You’re not loyal to platforms. You’re loyal to RESULTS. I personally am scrapping Pinterest for ProCourseStart because it has been a waste of my time, but I gave it a try.
- Build a hybrid model
Promote both content and offers.
Your best strategy = spend money driving attention to:
- Lead magnets
- Blog posts
- YouTube videos
- AND sales pages
Let the content + ads combo build trust and convert.
This is how you build a million dollar continuing education course business. You not only promote your course/products, but you are also promoting your content! It might take a customer to see your content 20 times before they pull the trigger buying your course.
Final Breakdown: Marketing Budget by Phase
Months 1-3: Spend $5-10k
Months 4-12: Spend about 50% of your revenue on marketing
Months 12+: Spend 20-30% of revenue on marketing to keep the machine running.
Final Thought: Marketing Isn’t a Cost, It is Your Engine for Growth!
Stop looking at marketing like an expense.
It’s your sales engine. It literally will scale your business and drive sales.
Without it, your course doesn’t get seen.
Without it, your lead magnets collect dust.
Without it, your brand disappears in a sea of mediocrity.
Spend smart. Scale fast. Stay consistent (CRITICAL!).
This is how 6-8 figure continuing education course businesses are built, especially in the professional space where trust and expertise matter more than gimmicks.
Spend money on marketing and you will see an amazing return on your investment.
Think of it this way:
If your course business generates $100,000 a month and you spend $40,000 on marketing and next month your revenue increases by $80,000, then you just made an amazing return on your investment. Good luck getting that in the market or through real estate.
A course business that is built correctly will be the BEST investment you can ever make with your money.

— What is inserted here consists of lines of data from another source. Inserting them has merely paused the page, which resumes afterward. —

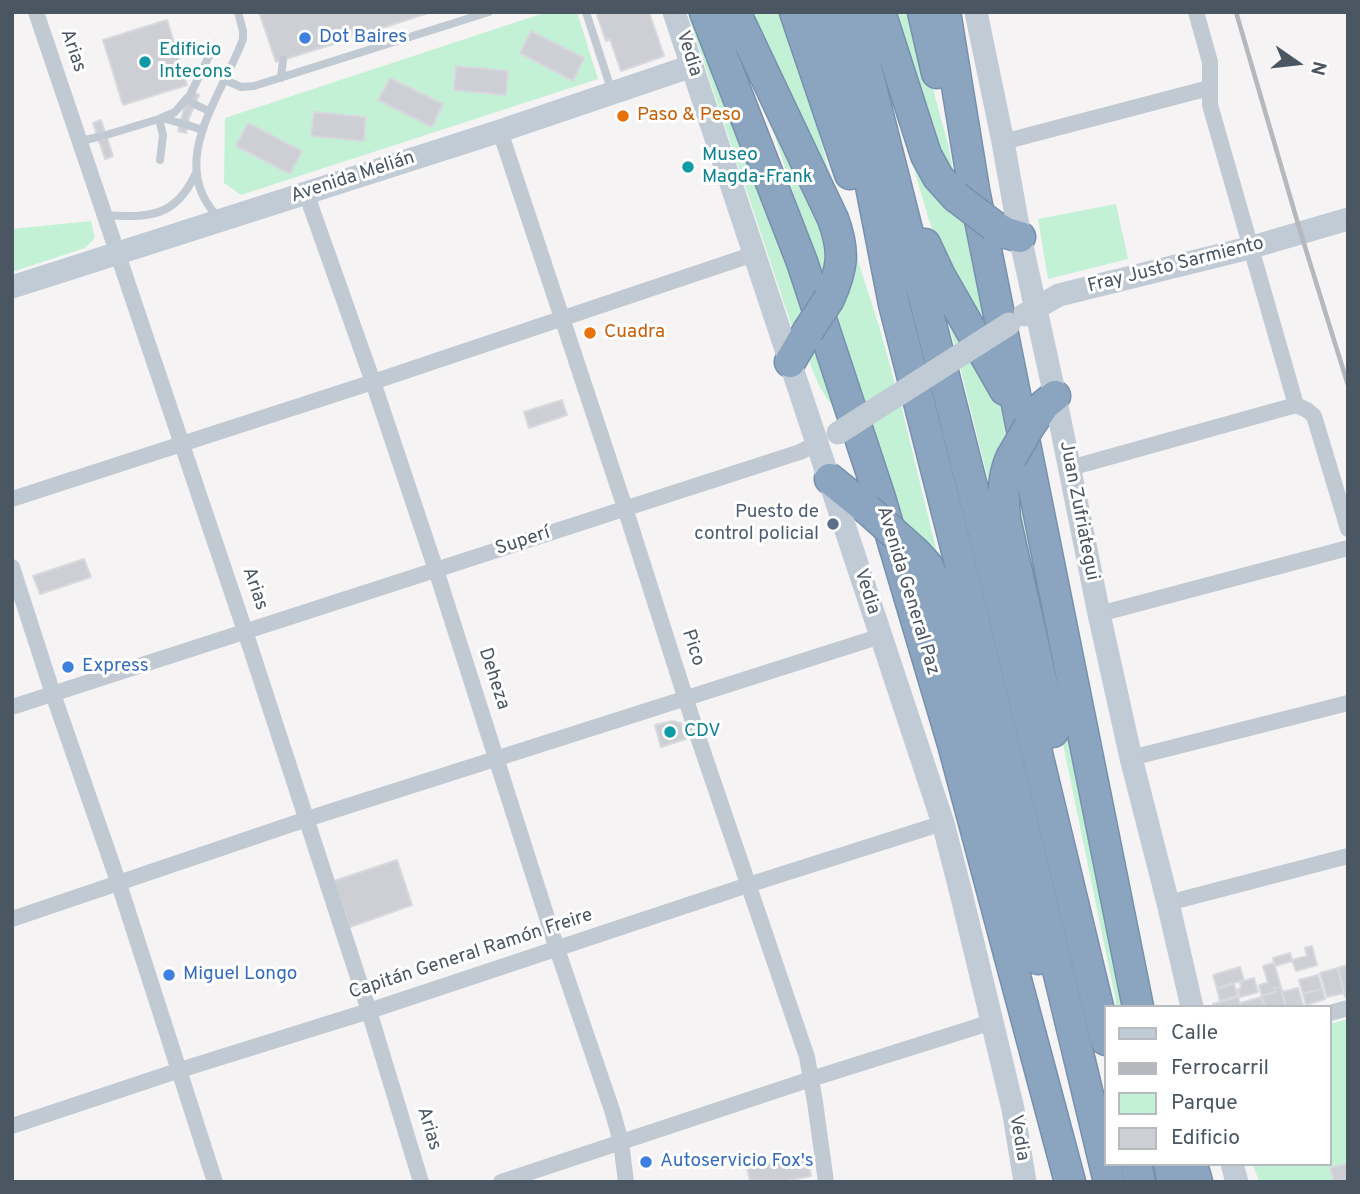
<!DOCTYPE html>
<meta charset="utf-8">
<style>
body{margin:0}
#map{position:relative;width:1360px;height:1194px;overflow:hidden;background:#f5f3f3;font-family:Overpass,sans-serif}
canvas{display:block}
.frame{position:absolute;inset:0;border:14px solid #4a5661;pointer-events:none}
.legend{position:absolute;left:1104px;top:1005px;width:228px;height:161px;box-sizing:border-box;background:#fff;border:2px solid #b7bbc0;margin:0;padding:9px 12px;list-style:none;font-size:21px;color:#4a5661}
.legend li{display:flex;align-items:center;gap:14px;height:35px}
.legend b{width:35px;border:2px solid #b7bbc0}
.north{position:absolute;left:1262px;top:28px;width:70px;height:70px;-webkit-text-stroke:5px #fff;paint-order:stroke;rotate:104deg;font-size:19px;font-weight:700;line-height:28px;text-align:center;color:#4a5661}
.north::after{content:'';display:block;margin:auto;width:24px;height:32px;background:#4a5661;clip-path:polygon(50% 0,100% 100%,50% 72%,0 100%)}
</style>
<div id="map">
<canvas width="1360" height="1194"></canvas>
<div class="frame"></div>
<ul class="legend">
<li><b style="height:9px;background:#c1cbd6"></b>Calle</li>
<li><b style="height:9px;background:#b5b8bd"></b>Ferrocarril</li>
<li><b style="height:19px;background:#c3f1d5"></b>Parque</li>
<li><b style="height:19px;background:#cdcfd5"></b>Edificio</li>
</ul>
<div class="north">N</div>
</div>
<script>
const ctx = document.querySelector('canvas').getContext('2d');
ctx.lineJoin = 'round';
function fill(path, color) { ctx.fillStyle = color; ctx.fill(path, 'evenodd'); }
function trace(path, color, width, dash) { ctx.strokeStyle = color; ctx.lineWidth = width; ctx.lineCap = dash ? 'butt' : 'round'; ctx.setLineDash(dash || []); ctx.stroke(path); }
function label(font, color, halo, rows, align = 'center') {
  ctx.font = font + ' Overpass,sans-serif'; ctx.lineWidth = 6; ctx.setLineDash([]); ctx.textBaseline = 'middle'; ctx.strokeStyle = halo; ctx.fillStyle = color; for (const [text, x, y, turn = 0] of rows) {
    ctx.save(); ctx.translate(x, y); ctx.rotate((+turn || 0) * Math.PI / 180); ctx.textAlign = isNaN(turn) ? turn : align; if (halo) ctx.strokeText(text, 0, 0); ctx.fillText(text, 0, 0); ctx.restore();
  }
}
fill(new Path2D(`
 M547,12H577L598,79L241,195L224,183L225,118Z
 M687,12H694L787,264L806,319L793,330Z
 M745,12H783L804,74L828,168L879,326L902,409L948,598L902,530L833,307L845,284Z
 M886,12H912L948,144L956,184L941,167Z
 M755,76L832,242L825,289Z
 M888,81L966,211L996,348L948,276L929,220Z
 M1116,204L1128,259L1048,279L1038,219Z
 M91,221L95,238L85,248L12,272V229Z
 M944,303L998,398L1011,442L997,515Z
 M813,339L835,408C825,400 810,369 809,356C809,350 811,345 813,339Z
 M1015,472L1028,543L1055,674L1080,776L1128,1007H1117L1060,729L1021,548Z
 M1348,1019V1182H1259L1253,1164H1330V1024Z`), '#c3f1d5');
const building = new Path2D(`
 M259,12H431L355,37L354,34L339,39L340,42L276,62Z
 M596,12H649L664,56L621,71L610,39L606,41Z
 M167,20L187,85L123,105L103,40Z
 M531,31L584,58L573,81L520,53Z
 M456,66L508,71L506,95L454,90Z
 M390,78L443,104L432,127L378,100Z
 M192,91L199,95L189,118L186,133L178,131L185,105Z
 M314,112L366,117L364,141L311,136Z
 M101,120L113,156L105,159L93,123Z
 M248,123L302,151L290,174L236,146Z
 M562,400L567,415L529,428L524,412Z
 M84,559L91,577L40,594L33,576Z
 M672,721L681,723L686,739L661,747L655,725Z
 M397,860L412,905L350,927L334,881Z
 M1312,946L1317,965L1296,971L1292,960L1307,956L1305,948Z
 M1290,953L1292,961L1275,966L1273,958Z
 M1274,963L1281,987L1274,988L1275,992L1262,996L1259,985L1268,983L1263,966Z
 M1348,965V996L1345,997L1338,968Z
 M1240,967L1244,980L1217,988L1213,975Z
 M1338,968L1344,993L1327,997L1320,973Z
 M1318,975L1322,989L1303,994L1299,980Z
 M1254,978L1258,992L1240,997L1238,989L1241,988L1240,982Z
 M1234,984L1238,996L1220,1001L1217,989Z
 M1281,987L1286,1007H1265L1261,996L1275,992L1274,988Z
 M1298,988L1303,1005L1286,1007L1282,992Z
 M1322,989L1325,999L1306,1005L1303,994Z
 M1238,997L1241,1007H1213V1004Z
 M1262,997L1265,1007H1241L1240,1003Z
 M807,1156L811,1176L780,1182H750L747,1167Z
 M1348,1163V1182H1334L1330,1168Z`);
fill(building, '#cdcfd5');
trace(building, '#d7d9de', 2);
const highway = new Path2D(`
 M705,12L802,262L880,498L953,744L1070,1182
 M735,12L833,219C845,252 843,267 829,299
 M795,12L850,174
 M826,12L870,181L894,304L961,567L1109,1182
 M852,12L990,558L1106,1040
 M880,12L926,155L938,177L956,197
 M923,12L937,73
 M945,12L974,190L1138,1007
 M994,226L1006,233L1020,237
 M925,244L940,276L1005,390
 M790,362L808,331
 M1029,427L1044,405L1055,396
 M1011,458C1002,479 1003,497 1005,519L1053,732
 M830,479L867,509
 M915,552L927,565L935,582L1024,919L1038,959
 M1136,1164L1140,1182
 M1169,1164L1173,1182
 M1192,1164L1197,1182`);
trace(highway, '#7690ad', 33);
trace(new Path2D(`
 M586,12L612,92
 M281,78L283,60
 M225,80L241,87L254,86L489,12
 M188,99L213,48
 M194,104L209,111
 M187,125L203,130
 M106,135L159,119H166L180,123
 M81,141L98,137
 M160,160L163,135L159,119L175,112L187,98
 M105,215C150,218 176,217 196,173
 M218,217C165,163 223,94 243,39V31L238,12`), '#c1cad2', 8);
trace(new Path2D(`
 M36,12L245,631L369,1011L421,1182
 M1196,12L1210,62V105L1296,405
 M500,131L625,508L697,734L807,1057L815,1102L826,1182
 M1003,142L1209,88
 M308,193L311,207L373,382L436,570L557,949L612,1110L621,1142L626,1182
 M1296,405L1307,410L1314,416L1348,529
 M1070,468L1296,405
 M12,499L373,382L754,254
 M12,567L53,694L119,884L215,1182
 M1099,614L1348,548
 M12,707L800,452L818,443
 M1131,758L1348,703
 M1168,903L1348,856
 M12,919L307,819L881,636
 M1330,1013L1348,1008
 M12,1126L180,1070L369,1011L748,885L943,823
 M501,1182L811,1079L992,1022`), '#c1cad2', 16);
trace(new Path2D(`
 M674,12L943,823L961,893L1013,1109L1025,1182
 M976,12L1003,142L1020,237L1055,396L1099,614L1131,758L1168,903L1192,1007
 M12,287L500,131L692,66
 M1024,315L1059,295L1249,248L1348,219
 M1232,1164L1237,1182`), '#c1cbd6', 23);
trace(highway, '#8ba5c1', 30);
trace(new Path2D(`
 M1236,12L1301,234L1348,385`), '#b5b8bd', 4.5);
const highwayBridge = new Path2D(`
 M956,197L994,226
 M808,331L829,299
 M1011,458L1029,427
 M867,509L915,552`);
trace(highwayBridge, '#7690ad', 33, []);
trace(new Path2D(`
 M838,433L1009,324`), '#c1cbd6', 23);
trace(highwayBridge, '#8ba5c1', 30);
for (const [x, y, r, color] of [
 [305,38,7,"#3f7fe0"],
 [145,62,7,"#0f9aa8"],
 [623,116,7,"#e8710a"],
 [688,167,7,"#0f9aa8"],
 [590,333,7,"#e8710a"],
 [833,524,7,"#5c6f8a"],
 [68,667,7,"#3f7fe0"],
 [670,732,7,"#0f9aa8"],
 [169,975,7,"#3f7fe0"],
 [646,1162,7,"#3f7fe0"]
]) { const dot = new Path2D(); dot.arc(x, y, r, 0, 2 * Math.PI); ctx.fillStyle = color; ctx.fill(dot); trace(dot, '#fff', 2.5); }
label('19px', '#366cbe', '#fff', [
 ["Dot Baires",319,38],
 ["Express",82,667],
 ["Miguel Longo",183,975],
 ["Autoservicio Fox's",660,1162]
], 'left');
label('19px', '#4a5661', '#fff', [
 ["Arias",72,51,71],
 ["Vedia",688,54,72],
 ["Avenida Melián",353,178,-18],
 ["Fray Justo Sarmiento",1176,266,-14],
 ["Juan Zufriategui",1078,511,79],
 ["Superí",523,542,-18],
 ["Arias",254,589,71],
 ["Avenida General Paz",907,591,73],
 ["Vedia",866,592,72],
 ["Pico",692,648,72],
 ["Deheza",493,679,72],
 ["Capitán General Ramón Freire",471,955,-18],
 ["Arias",428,1129,73],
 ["Vedia",1018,1138,80]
]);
label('19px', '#0d838f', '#fff', [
 ["Edificio",159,51],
 ["Intecons",159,73],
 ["Museo",702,156],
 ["Magda-Frank",702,178],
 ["CDV",684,732]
], 'left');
label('19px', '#c56008', '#fff', [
 ["Paso & Peso",637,116],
 ["Cuadra",604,333]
], 'left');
label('19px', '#4e5e75', '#fff', [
 ["Puesto de",819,513],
 ["control policial",819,535]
], 'right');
</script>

And that is done through MARKETING!
Be sure to check out The ProCourseStart Blueprint if you are looking for real help on how to start and scale a profession-focused online course business the right way or check out our comprehensive mentorship program if you need one on one support.
Best of luck everyone! You can do this, just make sure you are OKAY with spending money on marketing because it is the number one expensive in your continuing education course business.

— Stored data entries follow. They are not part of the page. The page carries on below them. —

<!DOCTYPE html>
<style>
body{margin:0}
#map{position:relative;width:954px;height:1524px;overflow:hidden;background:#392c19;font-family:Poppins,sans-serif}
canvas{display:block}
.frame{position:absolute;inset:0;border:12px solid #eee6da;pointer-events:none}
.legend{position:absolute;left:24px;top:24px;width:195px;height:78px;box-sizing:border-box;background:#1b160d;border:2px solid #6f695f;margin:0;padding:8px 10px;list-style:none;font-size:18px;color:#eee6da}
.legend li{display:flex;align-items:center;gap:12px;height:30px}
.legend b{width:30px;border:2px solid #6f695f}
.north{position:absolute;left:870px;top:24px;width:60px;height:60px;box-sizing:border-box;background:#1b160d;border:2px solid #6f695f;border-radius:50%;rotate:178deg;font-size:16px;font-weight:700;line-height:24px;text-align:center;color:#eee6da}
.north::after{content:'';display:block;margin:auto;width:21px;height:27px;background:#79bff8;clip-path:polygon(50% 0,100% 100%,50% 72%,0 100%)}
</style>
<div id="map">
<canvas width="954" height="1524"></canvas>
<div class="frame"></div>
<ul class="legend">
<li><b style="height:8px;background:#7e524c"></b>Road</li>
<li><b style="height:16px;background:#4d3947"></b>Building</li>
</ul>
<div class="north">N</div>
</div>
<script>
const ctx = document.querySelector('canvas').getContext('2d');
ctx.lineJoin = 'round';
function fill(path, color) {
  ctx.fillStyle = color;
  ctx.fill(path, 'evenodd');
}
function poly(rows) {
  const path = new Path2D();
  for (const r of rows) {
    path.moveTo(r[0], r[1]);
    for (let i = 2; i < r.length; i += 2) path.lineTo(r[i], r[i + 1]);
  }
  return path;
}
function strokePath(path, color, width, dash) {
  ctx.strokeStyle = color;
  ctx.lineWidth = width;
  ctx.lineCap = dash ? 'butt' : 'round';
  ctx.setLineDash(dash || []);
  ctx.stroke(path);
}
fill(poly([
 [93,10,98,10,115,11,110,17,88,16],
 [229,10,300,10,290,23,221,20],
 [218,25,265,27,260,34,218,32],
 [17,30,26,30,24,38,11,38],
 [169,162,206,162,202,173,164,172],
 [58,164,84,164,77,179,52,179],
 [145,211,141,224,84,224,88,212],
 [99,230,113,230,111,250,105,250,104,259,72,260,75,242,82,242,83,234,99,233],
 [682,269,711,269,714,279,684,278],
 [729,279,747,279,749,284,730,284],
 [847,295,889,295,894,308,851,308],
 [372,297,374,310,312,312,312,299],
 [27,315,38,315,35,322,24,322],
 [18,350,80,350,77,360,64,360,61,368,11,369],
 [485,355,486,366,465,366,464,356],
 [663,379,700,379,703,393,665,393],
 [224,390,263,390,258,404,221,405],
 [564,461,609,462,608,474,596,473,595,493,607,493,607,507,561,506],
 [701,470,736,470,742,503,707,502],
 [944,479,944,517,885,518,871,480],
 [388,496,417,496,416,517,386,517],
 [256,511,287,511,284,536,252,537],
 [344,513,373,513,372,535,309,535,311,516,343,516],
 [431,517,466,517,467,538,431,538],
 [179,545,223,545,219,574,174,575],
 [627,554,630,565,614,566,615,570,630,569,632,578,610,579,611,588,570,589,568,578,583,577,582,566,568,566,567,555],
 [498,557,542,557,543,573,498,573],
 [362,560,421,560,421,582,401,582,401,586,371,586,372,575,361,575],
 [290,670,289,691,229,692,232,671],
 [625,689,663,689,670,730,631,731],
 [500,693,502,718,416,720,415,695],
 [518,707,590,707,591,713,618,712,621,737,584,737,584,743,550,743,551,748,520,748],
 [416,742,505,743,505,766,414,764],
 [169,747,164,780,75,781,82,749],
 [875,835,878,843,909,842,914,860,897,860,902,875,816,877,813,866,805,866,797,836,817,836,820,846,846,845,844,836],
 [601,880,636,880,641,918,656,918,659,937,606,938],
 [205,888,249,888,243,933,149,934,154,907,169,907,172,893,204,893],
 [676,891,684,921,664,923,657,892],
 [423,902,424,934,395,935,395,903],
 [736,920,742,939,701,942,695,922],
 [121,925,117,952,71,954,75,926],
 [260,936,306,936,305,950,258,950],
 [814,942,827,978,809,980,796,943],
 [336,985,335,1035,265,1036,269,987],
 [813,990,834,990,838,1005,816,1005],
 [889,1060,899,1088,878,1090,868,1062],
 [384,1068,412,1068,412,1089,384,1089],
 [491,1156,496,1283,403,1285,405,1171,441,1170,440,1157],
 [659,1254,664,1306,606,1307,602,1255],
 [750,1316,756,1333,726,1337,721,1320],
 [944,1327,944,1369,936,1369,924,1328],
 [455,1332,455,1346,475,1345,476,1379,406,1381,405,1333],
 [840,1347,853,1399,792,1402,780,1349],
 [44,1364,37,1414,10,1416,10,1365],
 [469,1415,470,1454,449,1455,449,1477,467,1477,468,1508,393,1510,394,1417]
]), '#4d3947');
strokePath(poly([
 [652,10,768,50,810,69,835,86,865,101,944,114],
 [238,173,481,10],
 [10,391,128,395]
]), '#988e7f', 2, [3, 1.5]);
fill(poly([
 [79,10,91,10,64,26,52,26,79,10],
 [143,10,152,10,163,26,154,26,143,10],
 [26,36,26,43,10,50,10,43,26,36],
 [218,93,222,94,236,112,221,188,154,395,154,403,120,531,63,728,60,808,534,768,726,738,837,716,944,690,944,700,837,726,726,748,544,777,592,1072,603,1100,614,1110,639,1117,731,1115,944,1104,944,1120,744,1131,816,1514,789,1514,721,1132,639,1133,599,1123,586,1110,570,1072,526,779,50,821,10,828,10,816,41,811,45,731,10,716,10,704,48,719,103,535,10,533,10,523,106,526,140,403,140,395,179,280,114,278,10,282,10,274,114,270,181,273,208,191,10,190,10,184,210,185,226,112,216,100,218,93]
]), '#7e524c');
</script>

Frequently Asked Questions
Q: How much should I budget for marketing when launching my CE course business?
A: Plan on spending $5,000–$10,000 during the first 3 months. This initial budget helps you test ads, build an audience, and create a sales funnel.
Q: What percentage of revenue should go to marketing after launch?
A: From months 4–12, reinvest 50–60% of your monthly revenue into marketing to scale. After year one, a sustainable marketing budget is 20–30% of revenue.
Q: Which ad platforms work best for CE businesses?
A: Facebook/Instagram (Meta), Google Ads, YouTube, and LinkedIn are the primary platforms. Start with small tests across 2–3 platforms, then double down on what converts.
Q: Can I succeed without paid marketing?
A: Yes, but it will take longer (3–6 months or more). Combining organic content with paid advertising accelerates growth significantly.
Q: How do I know if my ads are working?
A: Track cost per lead, cost per sale, and ROI per platform. If $1 in ad spend returns $3–$5 in revenue, you’ve found a winning campaign.
Key Takeaways
- Marketing will always be your biggest expense, treat it as your business engine, not a cost.
- Start with $5–10k for your initial launch phase to test platforms and generate leads.
- Reinvest 50–60% of revenue into marketing during the scaling phase for explosive growth.
- After year one, maintain 20–30% of revenue in marketing to keep sales flowing.
- Always track your numbers, refine your strategy, and focus on what works.
- Marketing is what separates six-figure course businesses from those that stall out.